Ensembl is a genome browser for vertebrate genomes that supports research in comparative genomics, evolution, sequence variation and transcriptional regulation. Ensembl annotate genes, computes multiple alignments, predicts regulatory function and collects disease data.
The Genome Aggregation Database (gnomAD) is a resource developed by an international coalition of investigators, with the goal of aggregating and harmonizing both exome and genome sequencing data from a wide variety of large-scale sequencing projects, and making summary data available for the wider scientific community. The data set provided on this website spans 125,748 exome sequences and 15,708 whole-genome sequences from unrelated individuals sequenced as part of various disease-specific and population genetic studies.

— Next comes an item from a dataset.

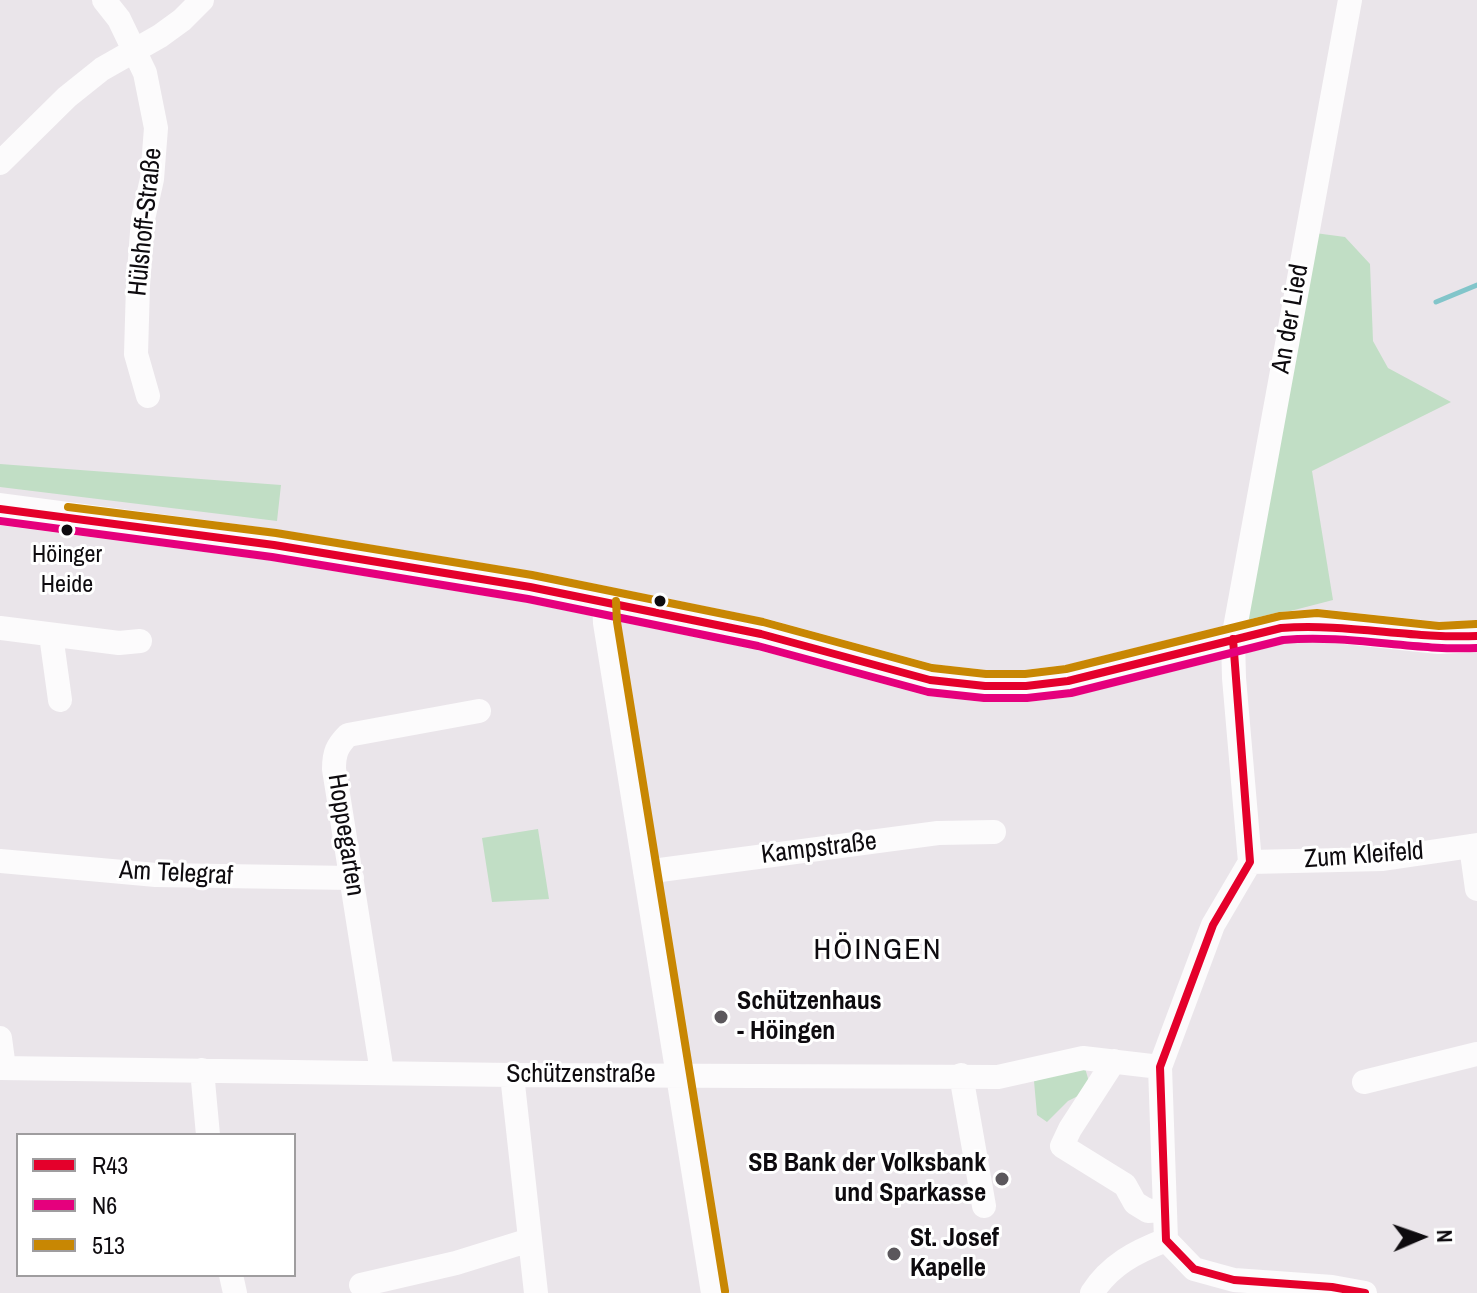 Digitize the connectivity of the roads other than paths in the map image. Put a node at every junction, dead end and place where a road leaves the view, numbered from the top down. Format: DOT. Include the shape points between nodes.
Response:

OMNI is a powerful browser that harmonizes knowledge, functional significance, population prevalence and available literature at the single nucleotide level. OMNI aims at providing access to the latest scores and tools of AI: machine learning, deep learning and natural language processing. This browser currently uses the genome assembly GRCh37 (hg19) from Genome Reference Consortium.
HaploReg is a tool for exploring annotations of the noncoding genome at variants on haplotype blocks, such as candidate regulatory SNPs at disease-associated loci. Using LD information from the 1000 Genomes Project, linked SNPs and small indels can be visualized along with chromatin state and protein binding annotation from the Roadmap Epigenomics and ENCODE projects, sequence conservation across mammals, the effect of SNPs on regulatory motifs, and the effect of SNPs on expression from eQTL studies.
GUAVA is a standalone GUI tool for the processing, analysis, and visualization of ATAC-seq data from raw sequencing reads to ATAC-seq signals. GUAVA can compare ATAC-seq signals from two conditions to identify genomic loci with differentially enriched ATAC-seq signals. Furthermore, GUAVA provides results on gene ontology and pathways analysis.